[All Around the Moon by Jules Verne]@TWC D-Link book
All Around the Moon

CHAPTER VI
10/13

Consequently, at the moment of an eclipse, the Moon is far beyond the reach of the real shadow, so that she can see not only the border rays of the Sun, but even those proceeding from his very centre." "Oh then," cried Ardan with a loud laugh, "we have an eclipse of the Sun at the moment when the Sun is quite visible! Isn't that very like a bull, Mr.Philosopher Barbican ?" "Yet it is perfectly true notwithstanding," answered Barbican.

"At such a moment the Sun is not eclipsed, because we can see him: and then again he is eclipsed because we see him only by means of a few of his rays, and even these have lost nearly all their brightness in their passage through the terrestrial atmosphere!" "Barbican is right, friend Michael," observed the Captain slowly: "the same phenomenon occurs on earth every morning at sunrise, when refraction shows us '_the Sun new ris'n Looking through the horizontal misty air, Shorn of his beams._'" "He must be right," said Ardan, who, to do him justice, though quick at seeing a reason, was quicker to acknowledge its justice: "yes, he must be right, because I begin to understand at last very clearly what he really meant.

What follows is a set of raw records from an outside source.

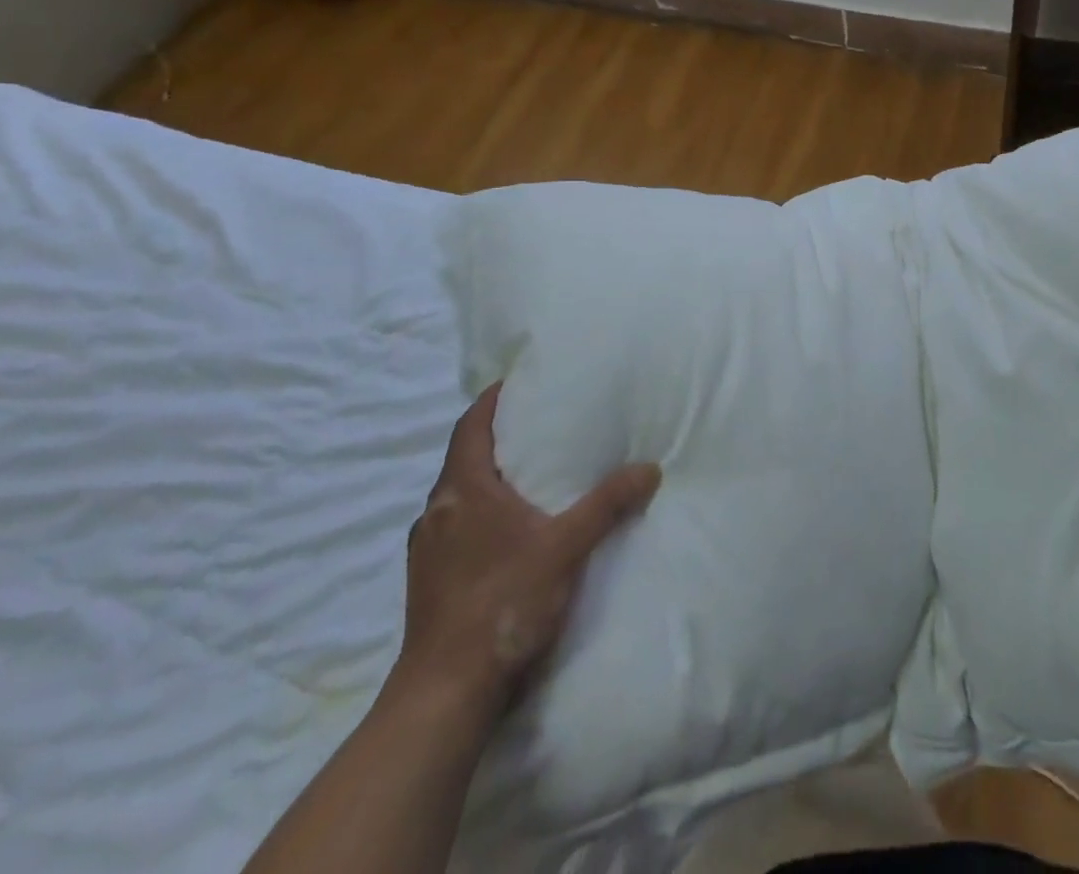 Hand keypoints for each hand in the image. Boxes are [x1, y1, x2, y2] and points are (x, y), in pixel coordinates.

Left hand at [395, 384, 661, 715]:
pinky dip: (482, 515)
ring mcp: (428, 551)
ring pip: (459, 498)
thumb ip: (607, 504)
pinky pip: (457, 529)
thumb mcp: (566, 547)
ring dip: (488, 480)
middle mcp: (437, 513)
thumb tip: (650, 468)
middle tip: (538, 426)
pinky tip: (510, 533)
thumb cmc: (502, 603)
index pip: (470, 427)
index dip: (490, 401)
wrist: (445, 695)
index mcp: (462, 491)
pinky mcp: (429, 583)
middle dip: (496, 439)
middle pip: (464, 460)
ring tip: (530, 476)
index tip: (517, 383) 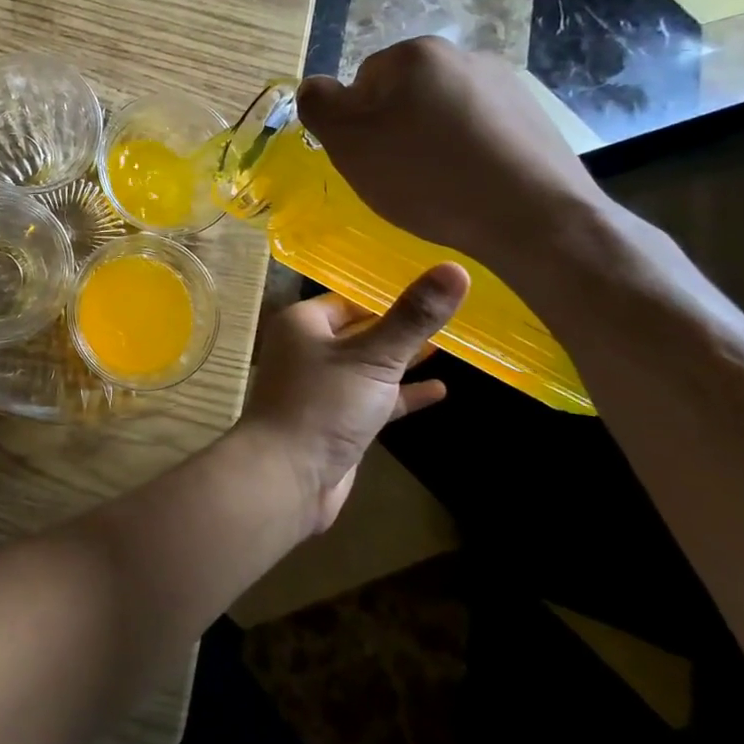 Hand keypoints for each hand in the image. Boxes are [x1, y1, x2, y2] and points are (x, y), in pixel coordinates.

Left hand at [240, 265, 467, 532]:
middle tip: (448, 314)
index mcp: (304, 323)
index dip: (388, 293)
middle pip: (361, 329)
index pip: (350, 298)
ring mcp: (323, 387)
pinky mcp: (337, 420)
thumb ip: (413, 316)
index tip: (431, 286)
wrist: (288, 476)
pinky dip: (402, 394)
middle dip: (399, 326)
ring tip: (449, 346)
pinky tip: (439, 390)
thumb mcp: (374, 356)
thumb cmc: (324, 404)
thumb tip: (455, 267)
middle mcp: (308, 349)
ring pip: (369, 365)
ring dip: (403, 359)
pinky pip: (374, 398)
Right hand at [297, 36, 607, 269]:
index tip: (372, 160)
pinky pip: (479, 131)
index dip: (358, 125)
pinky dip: (467, 153)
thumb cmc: (427, 177)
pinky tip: (472, 185)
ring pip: (441, 114)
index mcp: (415, 54)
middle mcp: (462, 55)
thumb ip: (318, 105)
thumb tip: (314, 87)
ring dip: (431, 142)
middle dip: (395, 131)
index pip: (361, 83)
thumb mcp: (349, 143)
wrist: (535, 218)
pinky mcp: (534, 118)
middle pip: (402, 96)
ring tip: (439, 185)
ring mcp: (505, 85)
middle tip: (400, 175) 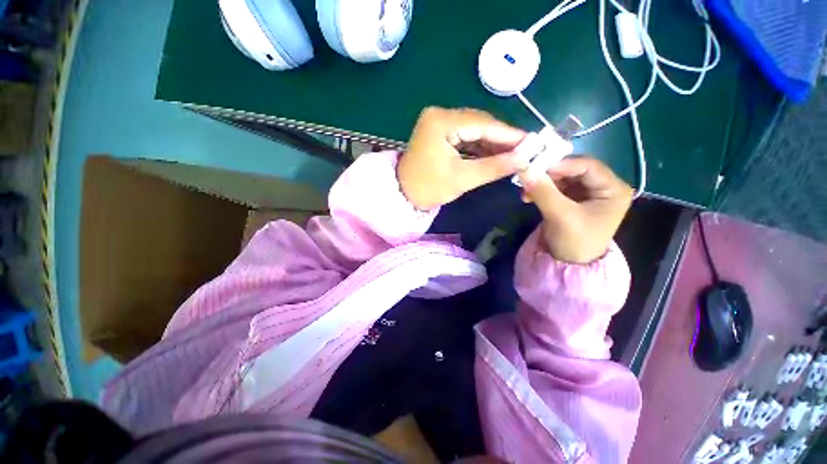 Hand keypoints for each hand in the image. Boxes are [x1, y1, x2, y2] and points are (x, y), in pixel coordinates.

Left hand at [398, 107, 527, 209]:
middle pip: (480, 123)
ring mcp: (438, 122)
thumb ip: (494, 167)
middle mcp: (440, 115)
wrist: (402, 194)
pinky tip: (495, 154)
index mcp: (441, 122)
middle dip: (502, 139)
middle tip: (525, 151)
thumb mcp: (462, 179)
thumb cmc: (428, 188)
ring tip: (514, 155)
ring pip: (474, 129)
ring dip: (492, 143)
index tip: (533, 143)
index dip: (510, 135)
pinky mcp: (439, 132)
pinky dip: (479, 146)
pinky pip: (465, 136)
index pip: (483, 124)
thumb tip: (525, 158)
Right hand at [519, 156, 632, 263]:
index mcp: (613, 189)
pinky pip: (555, 187)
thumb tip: (524, 170)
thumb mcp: (561, 216)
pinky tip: (528, 197)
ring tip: (525, 191)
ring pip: (561, 178)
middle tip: (528, 179)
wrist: (569, 265)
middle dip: (549, 175)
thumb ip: (543, 191)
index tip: (536, 167)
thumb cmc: (575, 242)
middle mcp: (603, 186)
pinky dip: (541, 190)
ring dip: (542, 183)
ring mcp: (586, 193)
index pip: (588, 166)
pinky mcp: (571, 199)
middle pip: (573, 170)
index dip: (562, 164) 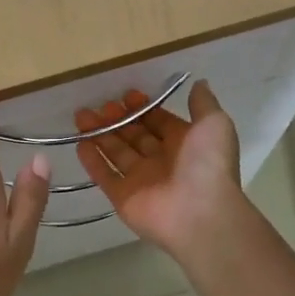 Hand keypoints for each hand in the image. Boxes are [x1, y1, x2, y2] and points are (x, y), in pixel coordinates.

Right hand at [74, 81, 247, 261]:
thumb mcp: (214, 124)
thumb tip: (198, 82)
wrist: (201, 213)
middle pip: (134, 136)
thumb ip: (203, 103)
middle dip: (118, 119)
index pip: (159, 122)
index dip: (144, 108)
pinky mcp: (123, 197)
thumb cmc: (208, 164)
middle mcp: (162, 161)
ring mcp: (141, 180)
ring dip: (100, 133)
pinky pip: (104, 176)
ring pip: (116, 152)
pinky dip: (92, 161)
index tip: (128, 94)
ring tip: (81, 115)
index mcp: (184, 144)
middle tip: (102, 104)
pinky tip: (80, 143) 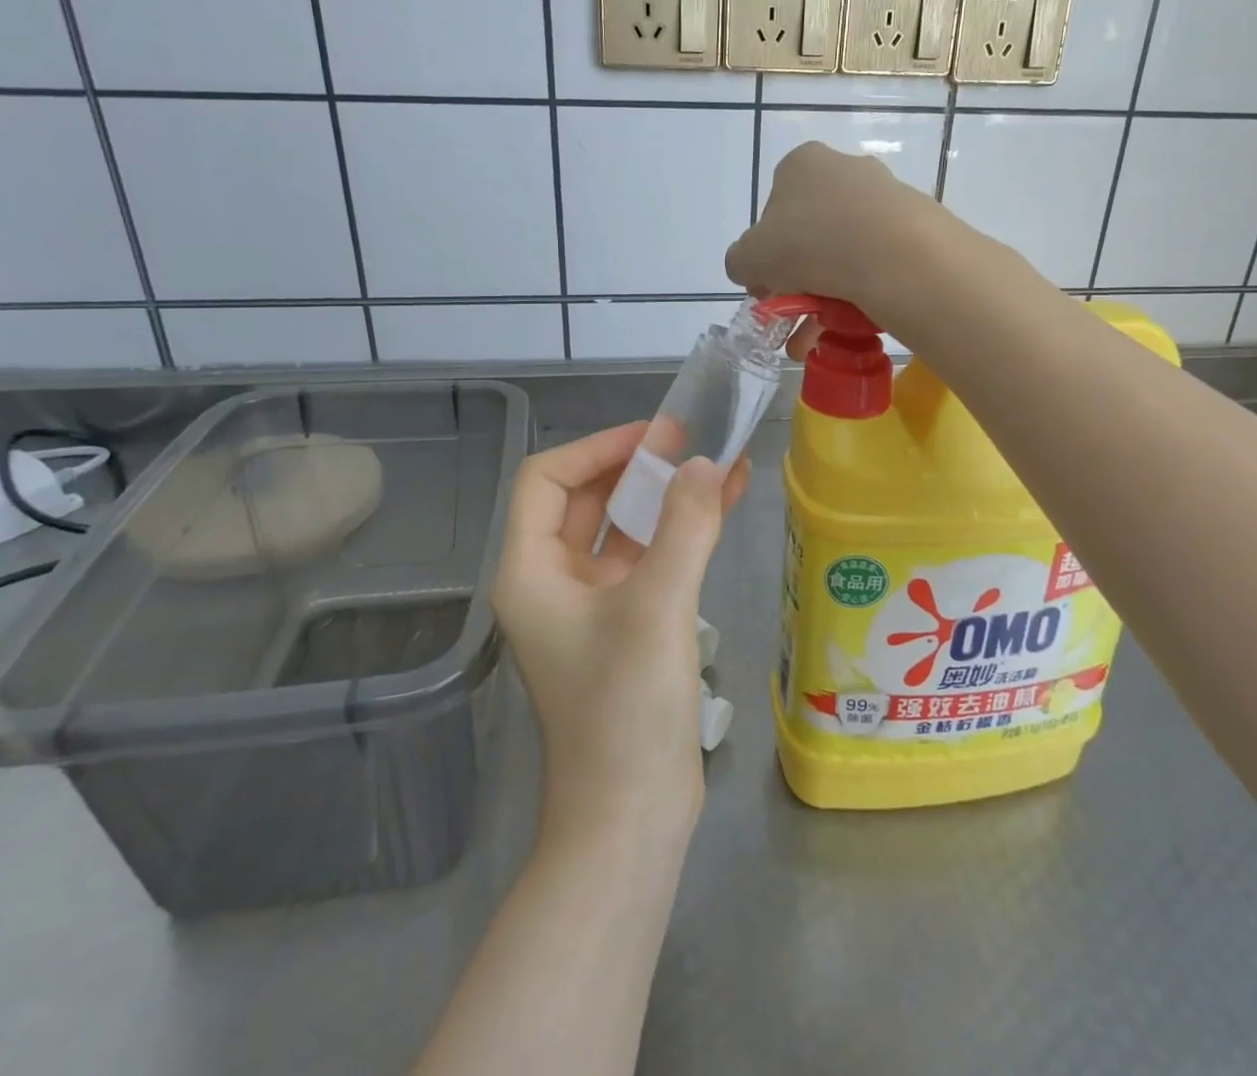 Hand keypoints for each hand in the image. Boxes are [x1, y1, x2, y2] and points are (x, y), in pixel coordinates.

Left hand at [491, 423, 749, 840]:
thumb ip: (685, 527)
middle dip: (635, 466)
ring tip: (716, 463)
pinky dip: (683, 533)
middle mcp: (552, 581)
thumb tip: (705, 463)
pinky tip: (725, 506)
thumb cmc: (625, 709)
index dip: (597, 448)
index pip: (546, 480)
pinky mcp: (627, 626)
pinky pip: (651, 561)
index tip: (655, 437)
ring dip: (666, 497)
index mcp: (531, 571)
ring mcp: (591, 605)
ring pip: (624, 529)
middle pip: (585, 500)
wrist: (631, 818)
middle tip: (688, 440)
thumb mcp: (657, 607)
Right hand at [724, 141, 942, 331]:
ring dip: (829, 295)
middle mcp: (846, 169)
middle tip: (794, 317)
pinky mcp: (917, 222)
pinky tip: (856, 322)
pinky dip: (864, 290)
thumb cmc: (810, 243)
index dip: (766, 254)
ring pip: (846, 251)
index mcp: (803, 164)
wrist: (896, 254)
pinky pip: (880, 260)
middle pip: (812, 233)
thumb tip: (751, 270)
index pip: (773, 211)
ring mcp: (886, 194)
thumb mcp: (749, 258)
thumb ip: (740, 262)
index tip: (769, 288)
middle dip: (800, 281)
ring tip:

However, we can judge for ourselves when we get there .-- But, apropos of nothing, tell me, Barbican, what do you think of the Moon being an ancient comet, which had come so far within the sphere of the Earth's attraction as to be kept there and turned into a satellite ?" "Well, that _is_ an original idea!" said Barbican with a smile.
"My ideas generally are of that category," observed Ardan with an affectation of dry pomposity.
"Not this time, however, friend Michael," observed M'Nicholl.
"Oh! I'm a plagiarist, am I ?" asked the Frenchman, pretending to be irritated.
"Well, something very like it," observed M'Nicholl quietly.

"Apollonius Rhodius, as I read one evening in the Philadelphia Library, speaks of the Arcadians of Greece having a tradition that their ancestors were so ancient that they inhabited the Earth long before the Moon had ever become our satellite.

They therefore called them [Greek: _Proselenoi_] or _Ante-lunarians_.